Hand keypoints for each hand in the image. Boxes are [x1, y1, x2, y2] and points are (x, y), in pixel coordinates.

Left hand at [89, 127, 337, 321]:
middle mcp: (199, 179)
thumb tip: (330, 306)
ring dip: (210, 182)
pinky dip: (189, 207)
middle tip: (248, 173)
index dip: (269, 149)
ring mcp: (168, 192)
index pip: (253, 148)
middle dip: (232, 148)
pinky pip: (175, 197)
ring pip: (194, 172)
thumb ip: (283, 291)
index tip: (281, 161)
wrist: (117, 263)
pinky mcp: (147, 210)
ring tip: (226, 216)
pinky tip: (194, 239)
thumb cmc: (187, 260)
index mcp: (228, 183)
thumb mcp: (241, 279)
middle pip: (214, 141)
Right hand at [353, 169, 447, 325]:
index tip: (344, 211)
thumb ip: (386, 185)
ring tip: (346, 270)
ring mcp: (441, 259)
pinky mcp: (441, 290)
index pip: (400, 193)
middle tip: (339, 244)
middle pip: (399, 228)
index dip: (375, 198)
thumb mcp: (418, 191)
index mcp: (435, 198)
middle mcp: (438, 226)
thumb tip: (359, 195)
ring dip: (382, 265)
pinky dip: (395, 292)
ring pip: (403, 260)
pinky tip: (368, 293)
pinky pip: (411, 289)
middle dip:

^^^^^^^^^^^^^^^^

- Goal of the exercise:
Print out all the entries above exactly.

- Exercise result:
Hand keypoints for each hand in the image. Boxes are [x1, y1, x2, y2] and points are (x, y), in pixel coordinates.

Left hand at [89, 127, 337, 321]:
middle mcp: (199, 179)
thumb tip: (330, 306)
ring dip: (210, 182)
pinky dip: (189, 207)
middle tip: (248, 173)
index dip: (269, 149)
ring mcp: (168, 192)
index pip: (253, 148)
middle dip: (232, 148)
pinky pip: (175, 197)
ring pip: (194, 172)
thumb ip: (283, 291)
index tip: (281, 161)
wrist: (117, 263)
pinky mcp: (147, 210)
ring tip: (226, 216)
pinky tip: (194, 239)
thumb cmc: (187, 260)
index mcp: (228, 183)
thumb mcp: (241, 279)
middle pip: (214, 141)
Right hand at [353, 169, 447, 325]:
index tip: (344, 211)
thumb ip: (386, 185)
ring tip: (346, 270)
ring mcp: (441, 259)
pinky mcp: (441, 290)
index pip: (400, 193)
middle tip: (339, 244)
middle pip: (399, 228)
index dip: (375, 198)
thumb mcp: (418, 191)
index mcp: (435, 198)
middle mcp: (438, 226)
thumb tip: (359, 195)
ring dip: (382, 265)
pinky dip: (395, 292)
ring pip: (403, 260)
pinky tip: (368, 293)
pinky pip: (411, 289)
middle dip:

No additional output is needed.